Characteristics of secondary electron emission and multipactor from a nested microtrap structure surface

It is known that an appropriate surface structure can suppress the secondary electron emission as a result of the receded multipactor in a spacecraft microwave component. On the other hand, the multiplier effect caused by electron re-entrance in ordinary surface structures can degrade the suppression of secondary electron emission. The present paper concerns our proposition of a new type of two-level nested microtrap structure surface able to effectively inhibit the generation of the secondary electrons inside the trap structure to achieve better suppression of the total secondary electron emission on the surface.
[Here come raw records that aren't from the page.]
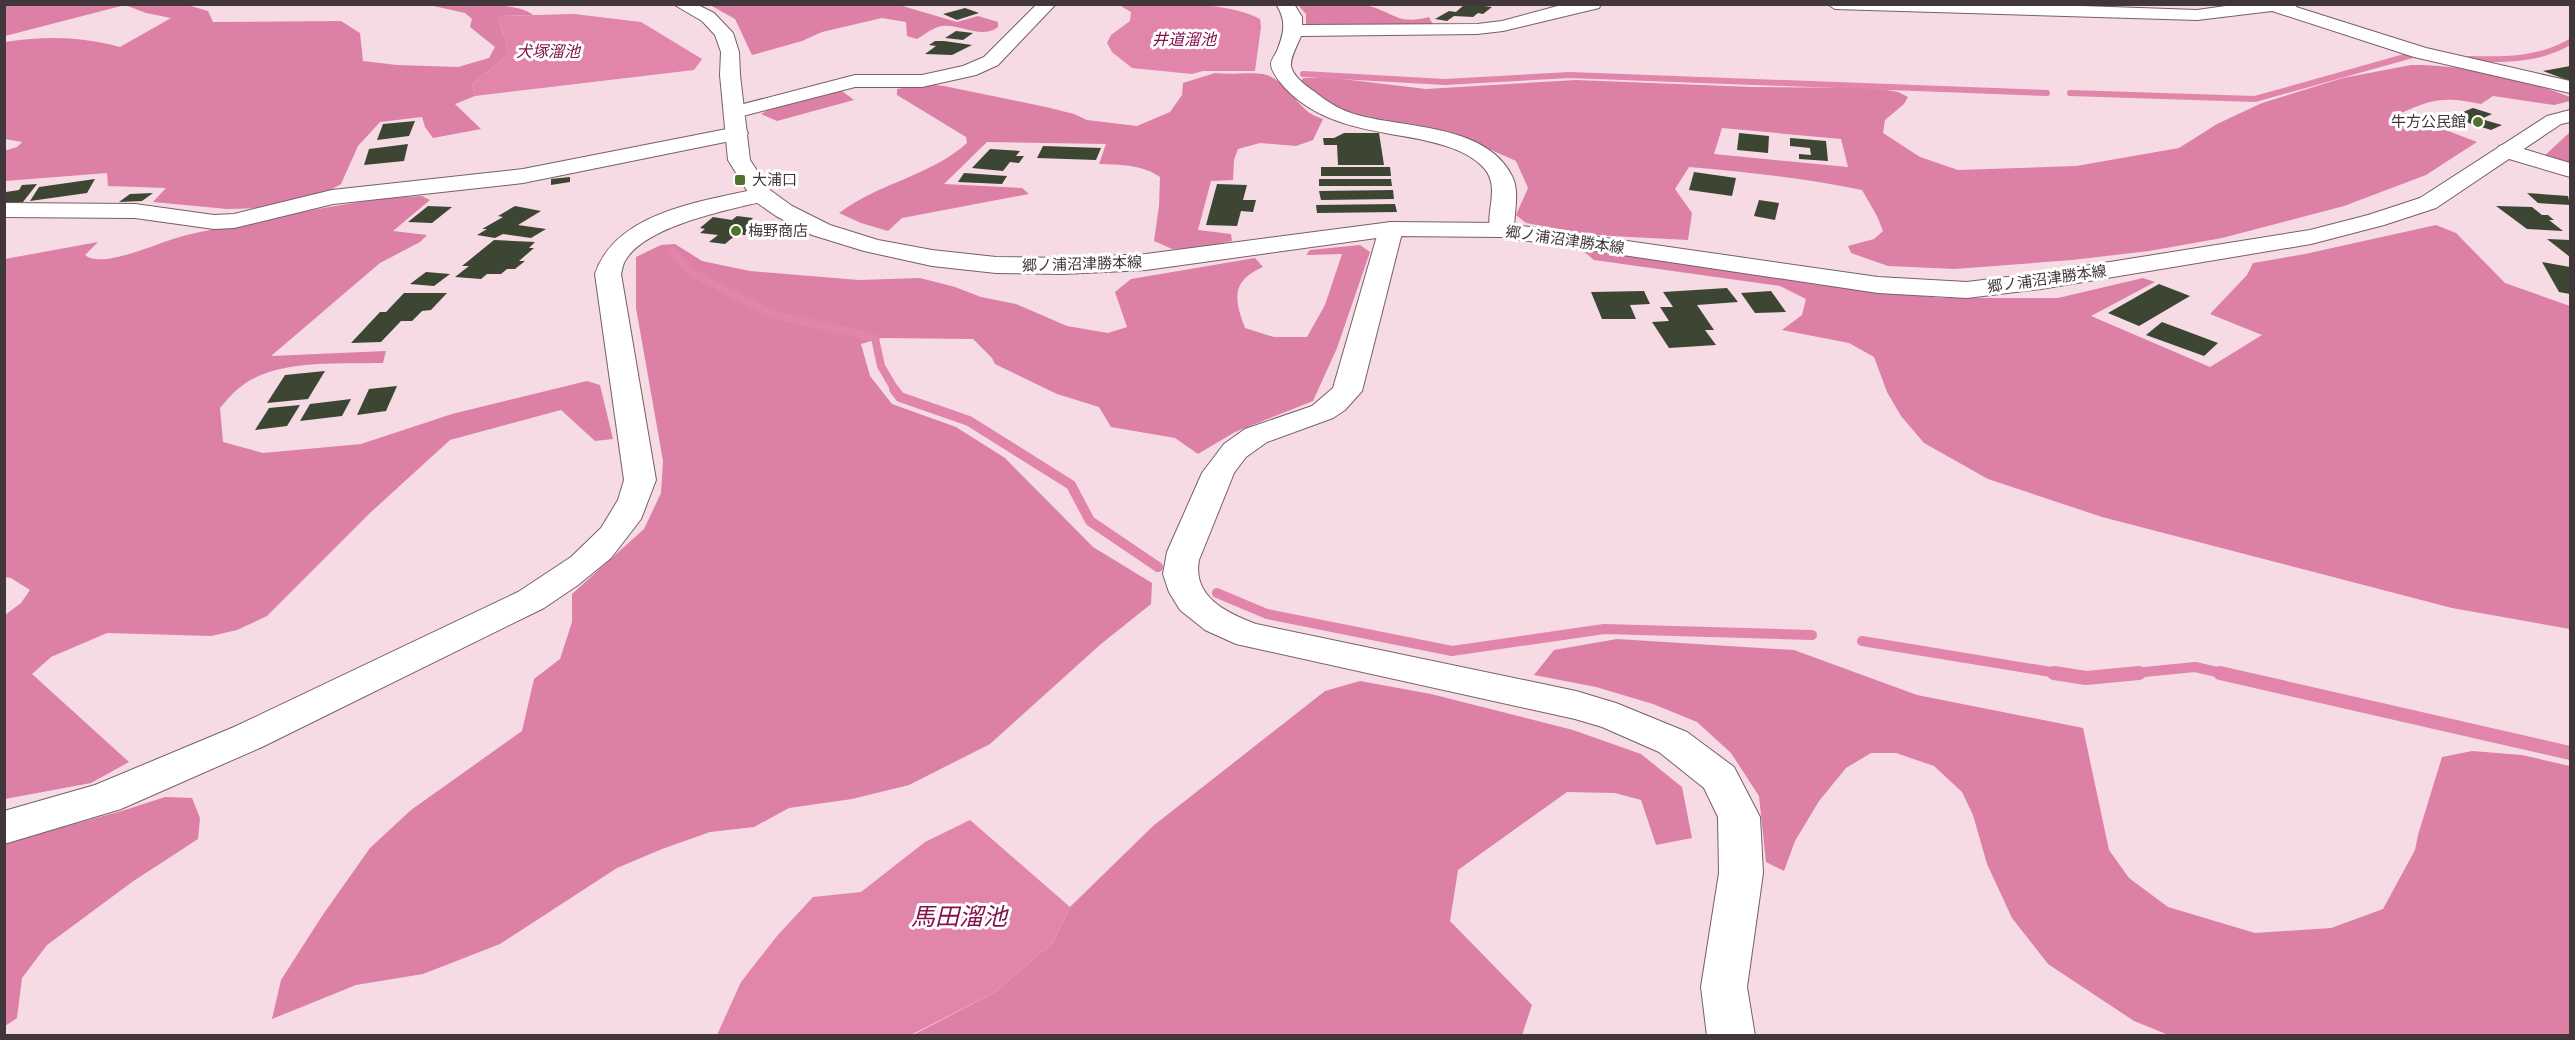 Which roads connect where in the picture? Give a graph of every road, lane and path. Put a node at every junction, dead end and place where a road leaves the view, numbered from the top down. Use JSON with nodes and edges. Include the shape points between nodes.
{"nodes":[{"id":1,"x":681,"y":4,"type":"edge"},
{"id":2,"x":1048,"y":4,"type":"edge"},
{"id":3,"x":1284,"y":4,"type":"edge"},
{"id":4,"x":1593,"y":4,"type":"edge"},
{"id":5,"x":1835,"y":4,"type":"edge"},
{"id":6,"x":2283,"y":6,"type":"edge"},
{"id":7,"x":2036,"y":8,"type":"edge"},
{"id":8,"x":1293,"y":30,"type":"junction"},
{"id":9,"x":2571,"y":87,"type":"edge"},
{"id":10,"x":2571,"y":116,"type":"edge"},
{"id":11,"x":736,"y":123,"type":"junction"},
{"id":12,"x":2507,"y":151,"type":"junction"},
{"id":13,"x":2571,"y":170,"type":"edge"},
{"id":14,"x":761,"y":195,"type":"junction"},
{"id":15,"x":4,"y":210,"type":"edge"},
{"id":16,"x":1391,"y":230,"type":"junction"},
{"id":17,"x":1502,"y":230,"type":"junction"},
{"id":18,"x":4,"y":828,"type":"edge"},
{"id":19,"x":1731,"y":1035,"type":"edge"}],
"edges":[{"from":1,"to":11,"type":"street","name":"郷ノ浦沼津勝本線","via":[[708,17],[724,33],[730,52]]},
{"from":2,"to":11,"type":"street","via":[[991,61],[969,71],[922,81],[855,81]]},
{"from":3,"to":8,"type":"street","via":[[1294,19]]},
{"from":4,"to":8,"type":"street","via":[[1477,29]]},
{"from":5,"to":7,"type":"street"},
{"from":6,"to":7,"type":"street","via":[[2197,15]]},
{"from":6,"to":9,"type":"street","via":[[2421,53]]},
{"from":8,"to":17,"type":"street","via":[[1281,64],[1284,72],[1291,83],[1328,111],[1366,124],[1452,140],[1492,164],[1504,186]]},
{"from":10,"to":12,"type":"street","name":"郷ノ浦沼津勝本線","via":[[2554,120]]},
{"from":11,"to":14,"type":"street","name":"郷ノ浦沼津勝本線","via":[[739,160]]},
{"from":11,"to":15,"type":"street","via":[[523,177],[332,197],[234,221],[214,222],[135,211]]},
{"from":12,"to":13,"type":"street"},
{"from":12,"to":17,"type":"street","name":"郷ノ浦沼津勝本線","via":[[2428,203],[2311,237],[1967,290],[1878,285]]},
{"from":14,"to":16,"type":"street","name":"郷ノ浦沼津勝本線","via":[[821,230],[873,246],[996,265],[1146,262]]},
{"from":14,"to":18,"type":"street","via":[[677,218],[645,232],[613,258],[608,274],[640,480],[629,512],[614,535],[592,557],[531,600],[248,737],[106,798]]},
{"from":16,"to":17,"type":"street","name":"郷ノ浦沼津勝本線"},
{"from":16,"to":19,"type":"street","via":[[1347,391],[1335,406],[1246,442],[1224,460],[1179,569],[1185,591],[1196,608],[1213,621],[1249,636],[1576,705],[1616,717],[1673,742],[1720,778],[1739,817],[1741,873],[1724,987]]}]}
The surface of a two-level nested microtrap array structure was obtained by lithography, stripping, dry etching, and Ag sputtering. Experimental tests were conducted on the two proposed nested structures with different sizes. The test results show that inhibition effects of the two structures have been improved by 100% and 144% compared with those of the traditional single-hole trap structure. The secondary electron yield on the bottom surface of the rough nested trap due to Ag sputtering is higher than that of the ideal regular structure simulated by Monte Carlo. In addition, the larger depth-to-width ratio of the nested trap can inhibit the multi-generation multiplication of electrons in the trap more effectively and further improve the inhibition effect on secondary electrons. For an impedance transformer, the proposed two size nested structure surface can increase the multipactor power threshold by about 346% and 386%. This method plus the nested microtrap structure can achieve a better secondary electron emission suppression effect and further improve the multipactor threshold of space microwave components.